• chapitre deux // extrait cinq

    — Tu devrais inviter cette fille à la maison, elle a une bonne influence sur toi.  

    — Comment ça ?  

    — Depuis que vous êtes amies, tu ne fais plus la gueule, tu sembles revivre. Dit-il en me souriant, en posant sa main sur mon épaule.  

    — Je lui demanderais de passer un de ces quatre.  

     

    On est lundi, je retrouve Hélia dans le bus, elle est beaucoup plus souriante et porte son serre-tête bleu préféré avec une marinière et une jupe blanche. A côté j'ai l'air d'à peine sortir du lit, vêtue d'un simple sweat à capuche noir, d'un jean taille haute et de mes converses. Pour une fois, j'ai attaché mes cheveux. Nous parlons de tout et de rien durant le trajet. Hélia prend le soin de me rappeler constamment que nous avons des devoirs, généralement elle m'envoi directement un sms pour me faire un récapitulatif de la journée. Grâce à elle j'aurai peut-être une infime chance d'avoir mon diplôme qui sait ?  

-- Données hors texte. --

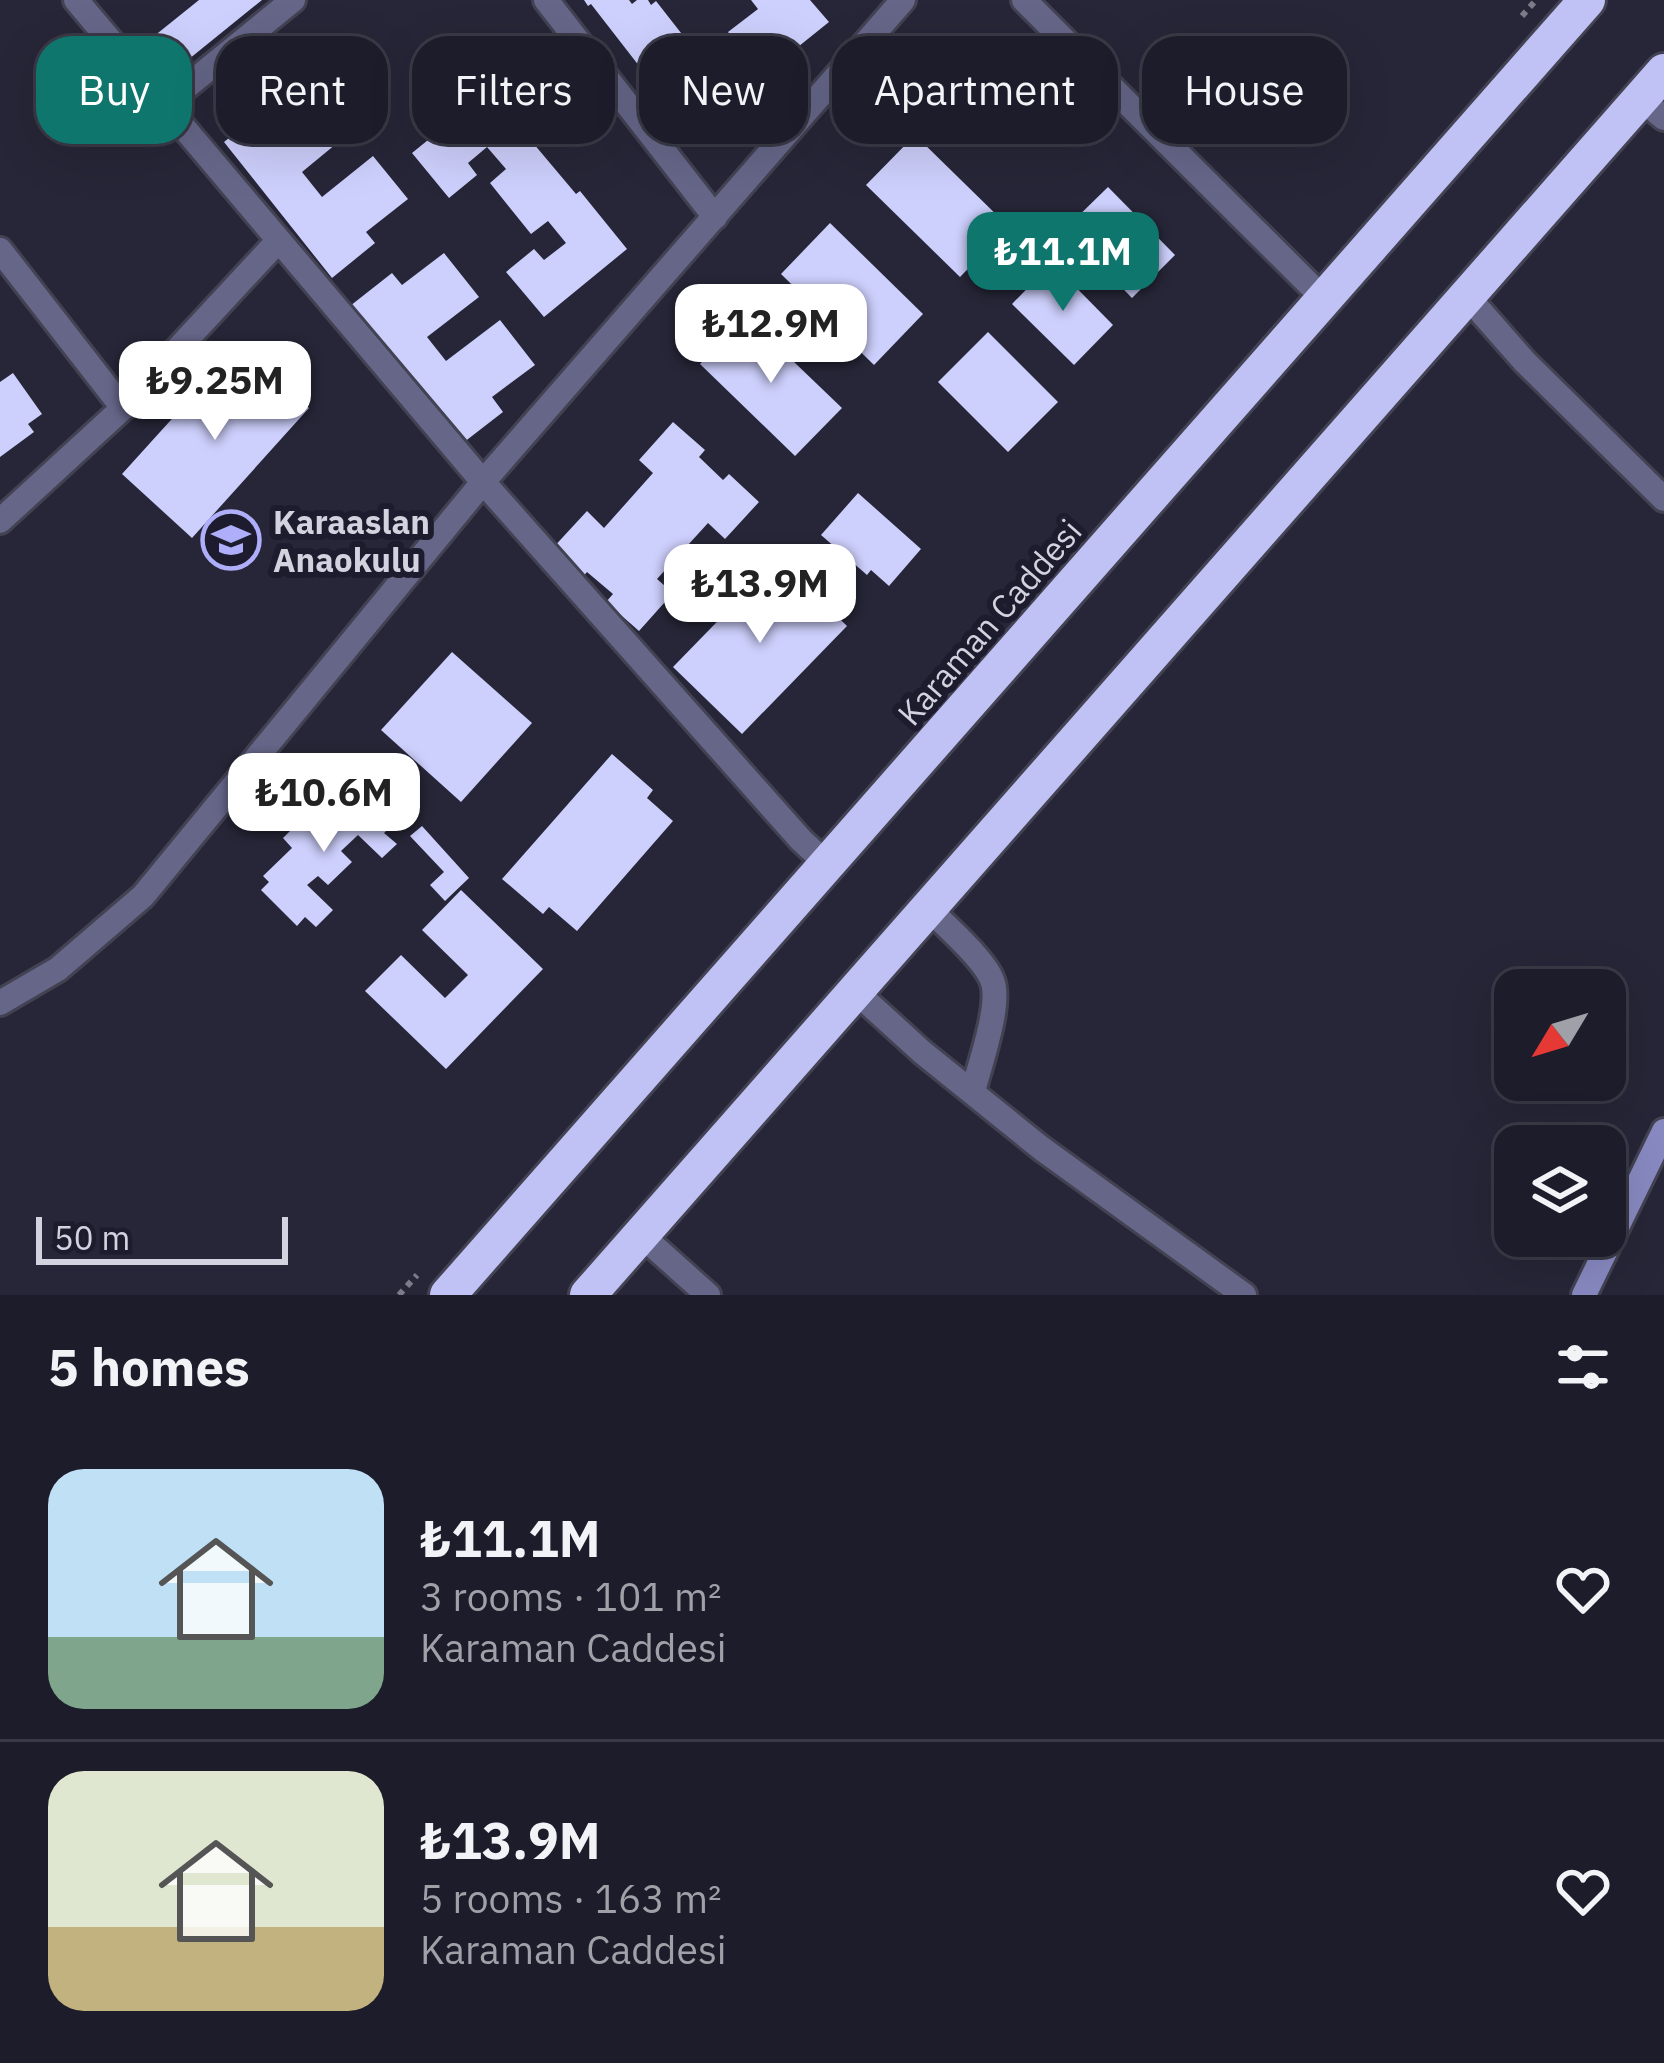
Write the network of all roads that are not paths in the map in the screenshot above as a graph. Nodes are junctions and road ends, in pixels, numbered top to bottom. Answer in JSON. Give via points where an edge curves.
{"nodes":[{"id":1,"x":76,"y":0,"type":"edge"},
{"id":2,"x":293,"y":0,"type":"edge"},
{"id":3,"x":546,"y":0,"type":"edge"},
{"id":4,"x":903,"y":0,"type":"edge"},
{"id":5,"x":1024,"y":0,"type":"edge"},
{"id":6,"x":1587,"y":0,"type":"edge"},
{"id":7,"x":106,"y":36,"type":"edge"},
{"id":8,"x":192,"y":82,"type":"edge"},
{"id":9,"x":1656,"y":96,"type":"edge"},
{"id":10,"x":192,"y":138,"type":"edge"},
{"id":11,"x":715,"y":217,"type":"junction"},
{"id":12,"x":278,"y":241,"type":"junction"},
{"id":13,"x":0,"y":250,"type":"edge"},
{"id":14,"x":1467,"y":296,"type":"junction"},
{"id":15,"x":1324,"y":299,"type":"junction"},
{"id":16,"x":123,"y":408,"type":"junction"},
{"id":17,"x":483,"y":482,"type":"junction"},
{"id":18,"x":1664,"y":499,"type":"edge"},
{"id":19,"x":0,"y":520,"type":"edge"},
{"id":20,"x":828,"y":865,"type":"junction"},
{"id":21,"x":928,"y":908,"type":"junction"},
{"id":22,"x":855,"y":991,"type":"junction"},
{"id":23,"x":0,"y":1003,"type":"edge"},
{"id":24,"x":973,"y":1092,"type":"junction"},
{"id":25,"x":1664,"y":1131,"type":"edge"},
{"id":26,"x":641,"y":1235,"type":"junction"},
{"id":27,"x":448,"y":1295,"type":"edge"},
{"id":28,"x":588,"y":1295,"type":"edge"},
{"id":29,"x":708,"y":1295,"type":"edge"},
{"id":30,"x":1244,"y":1295,"type":"edge"},
{"id":31,"x":1583,"y":1295,"type":"edge"}],
"edges":[{"from":1,"to":7,"type":"street"},
{"from":2,"to":8,"type":"street"},
{"from":3,"to":11,"type":"street"},
{"from":4,"to":11,"type":"street"},
{"from":5,"to":15,"type":"street"},
{"from":6,"to":15,"type":"highway","name":"Karaman Caddesi"},
{"from":9,"to":14,"type":"highway"},
{"from":10,"to":12,"type":"street"},
{"from":11,"to":17,"type":"street"},
{"from":12,"to":16,"type":"street"},
{"from":12,"to":17,"type":"street"},
{"from":13,"to":16,"type":"street"},
{"from":14,"to":18,"type":"street"},
{"from":14,"to":21,"type":"highway"},
{"from":15,"to":20,"type":"highway","name":"Karaman Caddesi"},
{"from":16,"to":19,"type":"street"},
{"from":17,"to":20,"type":"street"},
{"from":17,"to":23,"type":"street","via":[[143,896],[58,969]]},
{"from":20,"to":27,"type":"highway","name":"Karaman Caddesi"},
{"from":21,"to":22,"type":"highway"},
{"from":21,"to":24,"type":"street","via":[[992,980]]},
{"from":22,"to":24,"type":"street"},
{"from":22,"to":26,"type":"highway"},
{"from":24,"to":30,"type":"street"},
{"from":25,"to":31,"type":"street"},
{"from":26,"to":28,"type":"highway"},
{"from":26,"to":29,"type":"street"}]}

    Nous en venons à parler de M.Lovergrant.  

    — Au fait, je ne t'ai pas dit ! La dernière fois j'ai eu une petite discussion avec notre professeur principal et il m'a parlé de prédictions. Évidement il plaisantait mais il avait un air joueur. Dis-je à mon amie toute ouïe. 

    — Oh ne t'en fais pas ! M.Lovergrant est un charmeur, je pense qu'il plaisantait effectivement. Dit-elle en ricanant. J'avoue qu'il est mignon pour un prof. Continue-t-elle en rigolant de plus belle.  

    Je sens mes joues brûler, ne serai-je pas en train de rougir ? Pitié, non. Je ne peux pas nier le charme de cet homme mais il a tout de même au moins 10 ans de plus que nous, enfin je crois... 

    — Tu penses qu'il est vieux ? Je demande.  

    — Ulysse ! Ne me dit pas que tu craques sur lui ?! Hurle-t-elle dans le bus. 

    La plupart des passagers se retournent vers nous. Je peux apercevoir le conducteur esquisser un sourire dans le rétroviseur. Je suis très mal à l'aise. D'ordinaire nous sommes deux filles discrètes que personne ne remarque.  

    — Chut ! Ne crie pas si fort Hélia ! Lui ordonné-je, l'index posé sur mes lèvres.  

    Le bus s'arrête brusquement. Je manque de peu de me prendre le siège de devant dans le visage. Le chauffeur lance un gros coup de klaxon. Nous entendons les rires idiots de plusieurs garçons aux blousons rouges, des membres de l'équipe de foot sûrement. Lorsque je me penche vers la fenêtre mon regard se croise instantanément avec celui d'une personne que je connais, Peter. J'aurais dû me douter qu'il n'existait pas énormément de personnes aussi immatures que lui et sa bande. Il me fait un signe amical de la main, je fais de même et il s'en va avec les autres en direction du gymnase. Tout le monde descend. Je rejoins mon casier, accompagnée de ma petite tête rousse toujours bien coiffée. Pendant que nous marchons l'une à côté de l'autre je remarque certains regards autour de nous. Des filles se retournent après notre passage, des garçons chuchotent et rigolent en nous observant. Soudainement, c'est encore pire, les gens se mettent à nous pointer du doigt. C'est plus ou moins discret mais certains ne se gênent vraiment pas à nous fixer avec insistance. Mais ils ne nous fixent pas, ils fixent Hélia, pas moi. Je la regarde, elle fixe le sol tout en continuant d'avancer. Lorsque nous arrivons devant nos casiers, plus un mot. Alors c'est comme ça qu'ont été ses journées et je ne l'avais même pas remarqué. Je suis la pire des meilleures amies. J'aimerai la prendre dans mes bras mais les élèves en profiteraient pour affirmer les rumeurs qui courent sur son orientation sexuelle, je n'ai pas envie que ça se passe comme ça. Si Hélia veut s'affirmer telle qu'elle est alors ce sera à sa manière.